• _TASK INSTRUCTIONS_:
For every line in the data below that contains "image", copy the line.

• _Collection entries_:
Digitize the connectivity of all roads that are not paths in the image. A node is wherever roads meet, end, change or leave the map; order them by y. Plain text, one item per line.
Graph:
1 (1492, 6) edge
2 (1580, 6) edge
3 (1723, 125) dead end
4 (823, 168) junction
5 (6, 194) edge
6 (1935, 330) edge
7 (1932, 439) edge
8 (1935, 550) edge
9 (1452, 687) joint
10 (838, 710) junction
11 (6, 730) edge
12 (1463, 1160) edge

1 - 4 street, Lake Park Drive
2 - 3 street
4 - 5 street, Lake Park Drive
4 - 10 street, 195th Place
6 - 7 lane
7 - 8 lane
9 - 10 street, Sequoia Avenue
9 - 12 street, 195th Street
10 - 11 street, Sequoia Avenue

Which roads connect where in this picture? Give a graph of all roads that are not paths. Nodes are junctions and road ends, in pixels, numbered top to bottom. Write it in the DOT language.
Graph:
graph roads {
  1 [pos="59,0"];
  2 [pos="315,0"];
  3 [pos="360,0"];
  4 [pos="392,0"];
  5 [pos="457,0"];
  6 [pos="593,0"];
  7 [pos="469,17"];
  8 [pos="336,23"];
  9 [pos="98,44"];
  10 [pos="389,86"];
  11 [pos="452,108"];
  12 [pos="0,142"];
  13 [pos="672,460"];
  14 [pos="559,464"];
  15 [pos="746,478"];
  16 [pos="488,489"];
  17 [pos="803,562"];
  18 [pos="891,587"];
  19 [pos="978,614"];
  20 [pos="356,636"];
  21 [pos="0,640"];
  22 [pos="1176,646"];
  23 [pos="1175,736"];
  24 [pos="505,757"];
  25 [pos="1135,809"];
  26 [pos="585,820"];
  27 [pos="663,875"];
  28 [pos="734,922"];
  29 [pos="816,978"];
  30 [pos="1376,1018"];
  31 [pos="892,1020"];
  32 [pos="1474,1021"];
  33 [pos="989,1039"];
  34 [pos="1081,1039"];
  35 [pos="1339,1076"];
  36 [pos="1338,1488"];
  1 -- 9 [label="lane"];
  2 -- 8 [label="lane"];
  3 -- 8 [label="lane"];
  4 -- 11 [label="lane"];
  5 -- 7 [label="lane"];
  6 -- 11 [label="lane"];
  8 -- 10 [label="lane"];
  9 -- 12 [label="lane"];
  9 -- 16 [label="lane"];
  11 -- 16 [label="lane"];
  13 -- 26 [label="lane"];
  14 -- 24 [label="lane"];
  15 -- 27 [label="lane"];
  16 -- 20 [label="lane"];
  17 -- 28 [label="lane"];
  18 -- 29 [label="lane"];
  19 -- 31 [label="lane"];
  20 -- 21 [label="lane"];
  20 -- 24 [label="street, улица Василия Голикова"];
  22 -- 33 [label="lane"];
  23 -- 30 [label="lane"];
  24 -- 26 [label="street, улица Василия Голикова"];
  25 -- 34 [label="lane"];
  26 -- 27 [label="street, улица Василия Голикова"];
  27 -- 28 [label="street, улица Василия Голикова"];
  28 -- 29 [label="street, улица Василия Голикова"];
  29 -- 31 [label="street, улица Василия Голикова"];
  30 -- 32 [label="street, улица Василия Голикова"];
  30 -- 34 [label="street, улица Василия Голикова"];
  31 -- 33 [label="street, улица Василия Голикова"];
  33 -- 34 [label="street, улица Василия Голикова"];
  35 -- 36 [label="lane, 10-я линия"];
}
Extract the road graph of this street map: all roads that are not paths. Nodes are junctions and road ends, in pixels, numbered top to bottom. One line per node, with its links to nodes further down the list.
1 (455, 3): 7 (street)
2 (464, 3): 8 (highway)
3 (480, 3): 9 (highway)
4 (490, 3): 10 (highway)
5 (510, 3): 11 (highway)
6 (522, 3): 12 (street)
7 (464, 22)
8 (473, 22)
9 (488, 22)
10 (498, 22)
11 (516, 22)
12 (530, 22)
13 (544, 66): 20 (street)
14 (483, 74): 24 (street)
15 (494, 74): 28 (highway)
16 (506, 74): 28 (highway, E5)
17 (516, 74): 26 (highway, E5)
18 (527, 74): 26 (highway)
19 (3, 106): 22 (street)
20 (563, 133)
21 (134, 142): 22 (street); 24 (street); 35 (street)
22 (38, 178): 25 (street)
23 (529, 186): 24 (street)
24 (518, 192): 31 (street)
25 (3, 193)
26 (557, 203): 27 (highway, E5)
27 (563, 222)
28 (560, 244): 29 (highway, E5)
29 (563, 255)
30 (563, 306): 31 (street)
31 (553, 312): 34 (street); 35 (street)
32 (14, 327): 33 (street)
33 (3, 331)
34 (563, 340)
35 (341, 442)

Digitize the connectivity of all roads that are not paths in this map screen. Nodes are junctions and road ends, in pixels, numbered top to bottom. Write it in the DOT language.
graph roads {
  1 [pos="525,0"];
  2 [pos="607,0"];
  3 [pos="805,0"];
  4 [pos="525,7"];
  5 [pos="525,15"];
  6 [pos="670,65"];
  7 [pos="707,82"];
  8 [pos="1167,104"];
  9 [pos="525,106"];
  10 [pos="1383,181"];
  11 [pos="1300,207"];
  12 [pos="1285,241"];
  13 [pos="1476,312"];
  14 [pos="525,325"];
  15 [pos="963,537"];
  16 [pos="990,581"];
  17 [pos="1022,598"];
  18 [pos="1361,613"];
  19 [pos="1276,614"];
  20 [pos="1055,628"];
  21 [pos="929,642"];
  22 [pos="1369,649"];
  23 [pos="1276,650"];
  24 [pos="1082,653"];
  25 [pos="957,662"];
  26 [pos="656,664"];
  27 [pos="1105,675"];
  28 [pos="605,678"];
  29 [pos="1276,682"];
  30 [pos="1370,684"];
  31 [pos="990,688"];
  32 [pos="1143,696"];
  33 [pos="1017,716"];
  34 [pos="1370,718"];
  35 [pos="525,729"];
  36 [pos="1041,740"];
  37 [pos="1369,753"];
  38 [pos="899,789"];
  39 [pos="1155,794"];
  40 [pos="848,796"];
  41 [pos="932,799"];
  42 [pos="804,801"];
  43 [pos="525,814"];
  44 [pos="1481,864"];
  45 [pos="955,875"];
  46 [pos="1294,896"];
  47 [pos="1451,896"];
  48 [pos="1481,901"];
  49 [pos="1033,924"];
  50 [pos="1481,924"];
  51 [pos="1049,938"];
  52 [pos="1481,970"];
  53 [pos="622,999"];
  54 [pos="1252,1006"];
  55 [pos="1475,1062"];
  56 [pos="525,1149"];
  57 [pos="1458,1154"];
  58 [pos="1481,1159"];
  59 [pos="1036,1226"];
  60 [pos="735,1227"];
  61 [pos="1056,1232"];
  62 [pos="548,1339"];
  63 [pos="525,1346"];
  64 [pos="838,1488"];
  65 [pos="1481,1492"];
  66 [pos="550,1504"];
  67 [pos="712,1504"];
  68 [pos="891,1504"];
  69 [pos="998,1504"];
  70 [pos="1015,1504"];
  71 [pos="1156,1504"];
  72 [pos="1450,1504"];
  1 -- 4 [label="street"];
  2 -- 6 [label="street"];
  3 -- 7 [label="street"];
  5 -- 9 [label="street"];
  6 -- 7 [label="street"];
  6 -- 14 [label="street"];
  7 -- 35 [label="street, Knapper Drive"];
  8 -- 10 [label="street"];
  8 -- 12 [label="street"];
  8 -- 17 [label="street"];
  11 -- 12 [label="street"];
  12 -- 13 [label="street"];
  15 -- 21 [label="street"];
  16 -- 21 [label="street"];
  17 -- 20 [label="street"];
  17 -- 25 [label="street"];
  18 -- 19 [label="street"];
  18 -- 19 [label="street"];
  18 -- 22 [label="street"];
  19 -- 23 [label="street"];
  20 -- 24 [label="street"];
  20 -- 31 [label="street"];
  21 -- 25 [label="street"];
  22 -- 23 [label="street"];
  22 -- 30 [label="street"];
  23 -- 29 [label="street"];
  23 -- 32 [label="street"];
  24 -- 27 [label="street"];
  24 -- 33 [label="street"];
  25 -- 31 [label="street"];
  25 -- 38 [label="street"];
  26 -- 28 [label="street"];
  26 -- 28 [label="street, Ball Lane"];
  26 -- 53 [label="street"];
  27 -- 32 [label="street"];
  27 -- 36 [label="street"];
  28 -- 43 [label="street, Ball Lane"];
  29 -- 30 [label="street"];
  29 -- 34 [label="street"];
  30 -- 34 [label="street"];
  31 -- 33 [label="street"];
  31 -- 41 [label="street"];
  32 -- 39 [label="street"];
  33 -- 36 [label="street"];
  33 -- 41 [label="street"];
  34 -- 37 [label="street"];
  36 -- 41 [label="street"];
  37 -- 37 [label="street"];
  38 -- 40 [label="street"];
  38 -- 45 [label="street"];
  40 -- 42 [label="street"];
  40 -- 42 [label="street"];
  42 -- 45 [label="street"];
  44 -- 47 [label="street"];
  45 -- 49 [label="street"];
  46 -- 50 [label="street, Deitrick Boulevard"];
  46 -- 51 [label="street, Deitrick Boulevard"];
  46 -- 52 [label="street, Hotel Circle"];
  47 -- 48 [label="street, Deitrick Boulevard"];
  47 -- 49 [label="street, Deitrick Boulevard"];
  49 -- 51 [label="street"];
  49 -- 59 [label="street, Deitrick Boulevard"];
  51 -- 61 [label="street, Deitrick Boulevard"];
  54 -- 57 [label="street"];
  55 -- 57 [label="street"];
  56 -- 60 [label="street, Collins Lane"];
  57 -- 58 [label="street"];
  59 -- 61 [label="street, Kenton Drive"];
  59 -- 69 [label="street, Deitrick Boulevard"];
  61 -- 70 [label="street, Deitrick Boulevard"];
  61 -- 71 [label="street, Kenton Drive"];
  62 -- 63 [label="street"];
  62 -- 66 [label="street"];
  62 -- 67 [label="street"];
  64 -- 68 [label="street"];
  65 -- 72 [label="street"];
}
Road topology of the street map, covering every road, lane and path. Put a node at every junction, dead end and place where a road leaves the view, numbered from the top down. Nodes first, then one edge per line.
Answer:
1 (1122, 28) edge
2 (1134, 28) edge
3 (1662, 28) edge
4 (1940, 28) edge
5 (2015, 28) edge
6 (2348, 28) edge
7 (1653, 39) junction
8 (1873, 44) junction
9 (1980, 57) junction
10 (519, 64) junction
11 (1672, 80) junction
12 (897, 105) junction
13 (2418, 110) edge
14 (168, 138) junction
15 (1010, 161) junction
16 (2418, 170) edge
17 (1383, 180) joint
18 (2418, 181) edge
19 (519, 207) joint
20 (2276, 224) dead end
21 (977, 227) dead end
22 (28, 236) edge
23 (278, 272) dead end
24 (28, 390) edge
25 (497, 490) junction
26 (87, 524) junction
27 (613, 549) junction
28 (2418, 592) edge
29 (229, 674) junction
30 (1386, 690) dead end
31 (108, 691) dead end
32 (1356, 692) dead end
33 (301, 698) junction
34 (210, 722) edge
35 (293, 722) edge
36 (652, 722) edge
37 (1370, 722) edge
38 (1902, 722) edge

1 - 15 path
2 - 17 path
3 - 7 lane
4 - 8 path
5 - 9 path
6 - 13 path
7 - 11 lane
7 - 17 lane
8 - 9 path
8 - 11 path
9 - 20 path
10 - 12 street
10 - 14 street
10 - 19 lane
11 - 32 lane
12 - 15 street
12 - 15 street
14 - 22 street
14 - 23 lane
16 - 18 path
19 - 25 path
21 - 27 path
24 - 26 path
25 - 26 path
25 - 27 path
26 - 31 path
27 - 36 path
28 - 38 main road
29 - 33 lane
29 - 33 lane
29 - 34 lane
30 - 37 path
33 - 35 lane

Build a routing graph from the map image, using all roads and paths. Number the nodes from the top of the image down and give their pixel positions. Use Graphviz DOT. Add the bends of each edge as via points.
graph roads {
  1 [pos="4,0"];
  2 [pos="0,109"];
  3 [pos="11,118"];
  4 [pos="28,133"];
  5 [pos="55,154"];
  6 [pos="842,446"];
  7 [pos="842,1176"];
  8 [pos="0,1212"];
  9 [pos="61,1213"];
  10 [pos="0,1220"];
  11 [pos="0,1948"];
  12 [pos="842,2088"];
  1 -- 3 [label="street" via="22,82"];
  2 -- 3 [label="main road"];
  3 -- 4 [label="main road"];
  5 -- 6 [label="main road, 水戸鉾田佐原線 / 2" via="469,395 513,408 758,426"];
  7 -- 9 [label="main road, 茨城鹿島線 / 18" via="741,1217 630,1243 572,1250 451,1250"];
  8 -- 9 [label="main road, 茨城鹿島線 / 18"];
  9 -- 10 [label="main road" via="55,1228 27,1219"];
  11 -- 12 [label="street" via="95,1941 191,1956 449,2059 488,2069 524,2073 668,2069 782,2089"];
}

• _TASK SOLUTION_:
Digitize the connectivity of all roads that are not paths in the image. A node is wherever roads meet, end, change or leave the map; order them by y. Plain text, one item per line.
Build a routing graph from the map image, using all roads and paths. Number the nodes from the top of the image down and give their pixel positions. Use Graphviz DOT. Add the bends of each edge as via points.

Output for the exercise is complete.